WHAT TO DO> Look through the records and copy every line in which "Valle" appears.
[[ EXTRACTED ENTRIES open ]]
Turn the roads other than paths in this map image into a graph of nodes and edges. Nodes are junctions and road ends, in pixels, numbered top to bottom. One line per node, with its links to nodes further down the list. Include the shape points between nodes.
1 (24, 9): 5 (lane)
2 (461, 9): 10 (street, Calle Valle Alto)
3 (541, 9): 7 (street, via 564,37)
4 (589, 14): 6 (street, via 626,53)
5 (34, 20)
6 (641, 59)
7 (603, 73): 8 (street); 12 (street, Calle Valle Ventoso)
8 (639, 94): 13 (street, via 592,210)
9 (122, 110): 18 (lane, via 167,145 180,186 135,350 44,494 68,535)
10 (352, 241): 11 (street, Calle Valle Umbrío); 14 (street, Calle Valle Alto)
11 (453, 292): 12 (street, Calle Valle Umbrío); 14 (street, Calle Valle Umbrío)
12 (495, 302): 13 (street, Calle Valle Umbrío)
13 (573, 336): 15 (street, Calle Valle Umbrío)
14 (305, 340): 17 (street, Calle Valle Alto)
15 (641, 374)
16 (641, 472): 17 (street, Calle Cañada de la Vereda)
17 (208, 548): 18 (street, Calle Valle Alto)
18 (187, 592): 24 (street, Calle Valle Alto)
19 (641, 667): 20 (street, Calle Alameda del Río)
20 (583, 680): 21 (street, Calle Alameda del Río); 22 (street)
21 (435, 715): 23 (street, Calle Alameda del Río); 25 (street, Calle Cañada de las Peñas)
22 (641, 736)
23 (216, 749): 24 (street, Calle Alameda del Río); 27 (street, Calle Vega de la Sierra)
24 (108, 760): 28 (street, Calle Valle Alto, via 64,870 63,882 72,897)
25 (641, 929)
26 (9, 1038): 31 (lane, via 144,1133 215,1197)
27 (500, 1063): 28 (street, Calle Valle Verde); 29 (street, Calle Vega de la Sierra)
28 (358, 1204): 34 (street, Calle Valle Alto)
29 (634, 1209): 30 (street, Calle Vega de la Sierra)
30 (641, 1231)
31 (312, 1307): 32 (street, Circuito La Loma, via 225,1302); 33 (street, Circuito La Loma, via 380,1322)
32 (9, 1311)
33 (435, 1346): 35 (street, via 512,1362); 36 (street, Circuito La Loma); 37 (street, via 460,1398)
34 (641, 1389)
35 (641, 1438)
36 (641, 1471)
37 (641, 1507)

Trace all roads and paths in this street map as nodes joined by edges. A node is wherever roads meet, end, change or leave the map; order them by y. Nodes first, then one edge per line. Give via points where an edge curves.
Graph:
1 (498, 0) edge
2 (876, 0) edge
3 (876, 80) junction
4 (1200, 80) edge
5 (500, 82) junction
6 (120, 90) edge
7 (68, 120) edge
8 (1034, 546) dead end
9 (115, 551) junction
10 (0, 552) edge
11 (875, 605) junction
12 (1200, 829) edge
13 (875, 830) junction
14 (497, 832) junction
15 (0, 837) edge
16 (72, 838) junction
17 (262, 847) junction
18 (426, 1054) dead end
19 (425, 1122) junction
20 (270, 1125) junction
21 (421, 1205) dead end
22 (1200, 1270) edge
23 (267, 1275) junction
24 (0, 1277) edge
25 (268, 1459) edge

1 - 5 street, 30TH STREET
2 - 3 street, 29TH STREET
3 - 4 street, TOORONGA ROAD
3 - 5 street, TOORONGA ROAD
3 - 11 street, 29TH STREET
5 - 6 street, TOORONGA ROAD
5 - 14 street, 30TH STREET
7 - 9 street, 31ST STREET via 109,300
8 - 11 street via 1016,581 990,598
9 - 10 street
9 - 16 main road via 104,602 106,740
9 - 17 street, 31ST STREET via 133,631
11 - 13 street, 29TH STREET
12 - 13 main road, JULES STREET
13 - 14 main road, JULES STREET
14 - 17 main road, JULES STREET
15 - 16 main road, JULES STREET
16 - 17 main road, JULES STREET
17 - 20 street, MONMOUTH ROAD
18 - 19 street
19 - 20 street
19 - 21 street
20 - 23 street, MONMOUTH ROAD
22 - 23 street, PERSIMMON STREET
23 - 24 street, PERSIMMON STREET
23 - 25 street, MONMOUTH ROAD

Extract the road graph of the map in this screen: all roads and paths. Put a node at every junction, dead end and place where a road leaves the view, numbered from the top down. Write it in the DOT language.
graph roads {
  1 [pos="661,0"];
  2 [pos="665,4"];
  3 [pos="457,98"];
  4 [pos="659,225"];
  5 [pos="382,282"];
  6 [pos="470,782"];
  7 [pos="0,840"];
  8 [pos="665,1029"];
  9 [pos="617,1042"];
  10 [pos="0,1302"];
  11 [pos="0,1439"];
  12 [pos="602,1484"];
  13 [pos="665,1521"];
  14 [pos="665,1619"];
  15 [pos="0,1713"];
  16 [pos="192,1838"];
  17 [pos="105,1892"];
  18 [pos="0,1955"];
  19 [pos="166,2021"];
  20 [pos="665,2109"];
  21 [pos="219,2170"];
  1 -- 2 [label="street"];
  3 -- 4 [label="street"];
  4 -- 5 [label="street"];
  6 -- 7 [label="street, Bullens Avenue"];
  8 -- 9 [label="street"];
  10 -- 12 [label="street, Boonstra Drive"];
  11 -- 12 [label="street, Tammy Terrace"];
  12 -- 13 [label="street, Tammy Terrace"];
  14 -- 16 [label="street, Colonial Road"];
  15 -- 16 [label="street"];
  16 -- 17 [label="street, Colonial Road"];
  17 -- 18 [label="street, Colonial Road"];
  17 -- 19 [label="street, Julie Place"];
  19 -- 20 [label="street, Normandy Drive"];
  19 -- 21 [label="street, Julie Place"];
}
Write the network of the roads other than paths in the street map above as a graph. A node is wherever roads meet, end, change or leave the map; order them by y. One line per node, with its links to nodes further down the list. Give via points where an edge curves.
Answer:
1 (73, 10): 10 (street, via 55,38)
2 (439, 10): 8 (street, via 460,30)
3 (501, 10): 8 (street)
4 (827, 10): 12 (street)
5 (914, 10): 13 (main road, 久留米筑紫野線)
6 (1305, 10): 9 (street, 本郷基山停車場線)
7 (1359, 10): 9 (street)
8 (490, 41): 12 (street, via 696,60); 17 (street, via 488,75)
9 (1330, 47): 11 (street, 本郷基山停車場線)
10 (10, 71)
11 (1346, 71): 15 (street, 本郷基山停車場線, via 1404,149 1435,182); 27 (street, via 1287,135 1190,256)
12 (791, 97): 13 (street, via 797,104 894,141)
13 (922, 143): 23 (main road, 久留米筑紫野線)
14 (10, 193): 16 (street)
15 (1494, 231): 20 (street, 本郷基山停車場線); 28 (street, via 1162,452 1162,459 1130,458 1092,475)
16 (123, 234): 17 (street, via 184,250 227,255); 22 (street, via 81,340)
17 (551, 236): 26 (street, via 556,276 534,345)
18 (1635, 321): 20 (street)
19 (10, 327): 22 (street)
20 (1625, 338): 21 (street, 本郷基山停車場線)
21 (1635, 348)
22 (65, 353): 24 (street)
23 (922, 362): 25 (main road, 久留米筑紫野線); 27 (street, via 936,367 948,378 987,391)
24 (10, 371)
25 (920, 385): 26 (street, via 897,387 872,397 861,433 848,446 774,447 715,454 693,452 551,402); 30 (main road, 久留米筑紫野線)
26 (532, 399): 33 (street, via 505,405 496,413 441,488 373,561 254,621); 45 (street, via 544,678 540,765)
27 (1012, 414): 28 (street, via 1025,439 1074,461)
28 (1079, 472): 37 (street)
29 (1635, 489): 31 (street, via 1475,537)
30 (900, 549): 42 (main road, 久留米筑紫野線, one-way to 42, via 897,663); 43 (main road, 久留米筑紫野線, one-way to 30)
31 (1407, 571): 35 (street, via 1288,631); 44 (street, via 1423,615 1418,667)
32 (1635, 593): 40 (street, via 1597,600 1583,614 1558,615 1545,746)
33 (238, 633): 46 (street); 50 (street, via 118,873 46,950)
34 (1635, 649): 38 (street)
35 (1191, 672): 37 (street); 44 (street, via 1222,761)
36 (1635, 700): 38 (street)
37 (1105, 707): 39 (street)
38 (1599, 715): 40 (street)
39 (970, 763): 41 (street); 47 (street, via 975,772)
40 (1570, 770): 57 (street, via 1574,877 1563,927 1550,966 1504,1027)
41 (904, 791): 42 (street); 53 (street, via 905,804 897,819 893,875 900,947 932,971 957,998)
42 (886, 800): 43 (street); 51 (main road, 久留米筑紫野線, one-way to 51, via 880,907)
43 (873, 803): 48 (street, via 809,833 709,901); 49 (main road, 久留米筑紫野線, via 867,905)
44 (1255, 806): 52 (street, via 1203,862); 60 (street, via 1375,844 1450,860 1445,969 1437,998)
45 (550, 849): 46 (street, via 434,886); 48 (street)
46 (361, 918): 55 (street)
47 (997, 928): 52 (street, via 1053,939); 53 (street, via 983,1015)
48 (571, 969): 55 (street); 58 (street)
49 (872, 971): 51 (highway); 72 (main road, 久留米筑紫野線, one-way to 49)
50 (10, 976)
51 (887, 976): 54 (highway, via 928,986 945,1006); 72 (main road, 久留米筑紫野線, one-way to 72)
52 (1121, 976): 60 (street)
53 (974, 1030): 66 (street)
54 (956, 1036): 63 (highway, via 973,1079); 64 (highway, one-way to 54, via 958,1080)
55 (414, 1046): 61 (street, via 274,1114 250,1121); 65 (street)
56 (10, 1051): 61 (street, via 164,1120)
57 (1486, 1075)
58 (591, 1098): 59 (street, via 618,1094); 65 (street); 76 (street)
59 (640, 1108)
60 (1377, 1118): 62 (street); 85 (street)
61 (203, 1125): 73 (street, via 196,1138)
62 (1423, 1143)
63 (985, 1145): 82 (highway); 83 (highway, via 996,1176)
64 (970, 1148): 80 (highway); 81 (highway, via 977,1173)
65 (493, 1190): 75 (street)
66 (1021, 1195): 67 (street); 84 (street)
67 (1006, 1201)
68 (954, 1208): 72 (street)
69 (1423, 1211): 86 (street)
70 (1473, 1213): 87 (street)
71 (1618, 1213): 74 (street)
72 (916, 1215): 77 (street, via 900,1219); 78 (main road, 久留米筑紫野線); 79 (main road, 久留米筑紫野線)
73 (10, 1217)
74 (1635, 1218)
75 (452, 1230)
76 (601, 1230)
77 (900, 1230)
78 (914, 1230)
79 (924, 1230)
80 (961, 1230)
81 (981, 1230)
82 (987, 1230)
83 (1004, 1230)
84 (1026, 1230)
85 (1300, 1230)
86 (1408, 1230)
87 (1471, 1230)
[[ EXTRACTED ENTRIES closed ]]
WRITTEN SOLUTION>
2 (461, 9): 10 (street, Calle Valle Alto)
7 (603, 73): 8 (street); 12 (street, Calle Valle Ventoso)
10 (352, 241): 11 (street, Calle Valle Umbrío); 14 (street, Calle Valle Alto)
11 (453, 292): 12 (street, Calle Valle Umbrío); 14 (street, Calle Valle Umbrío)
12 (495, 302): 13 (street, Calle Valle Umbrío)
13 (573, 336): 15 (street, Calle Valle Umbrío)
14 (305, 340): 17 (street, Calle Valle Alto)
17 (208, 548): 18 (street, Calle Valle Alto)
18 (187, 592): 24 (street, Calle Valle Alto)
24 (108, 760): 28 (street, Calle Valle Alto, via 64,870 63,882 72,897)
27 (500, 1063): 28 (street, Calle Valle Verde); 29 (street, Calle Vega de la Sierra)
28 (358, 1204): 34 (street, Calle Valle Alto)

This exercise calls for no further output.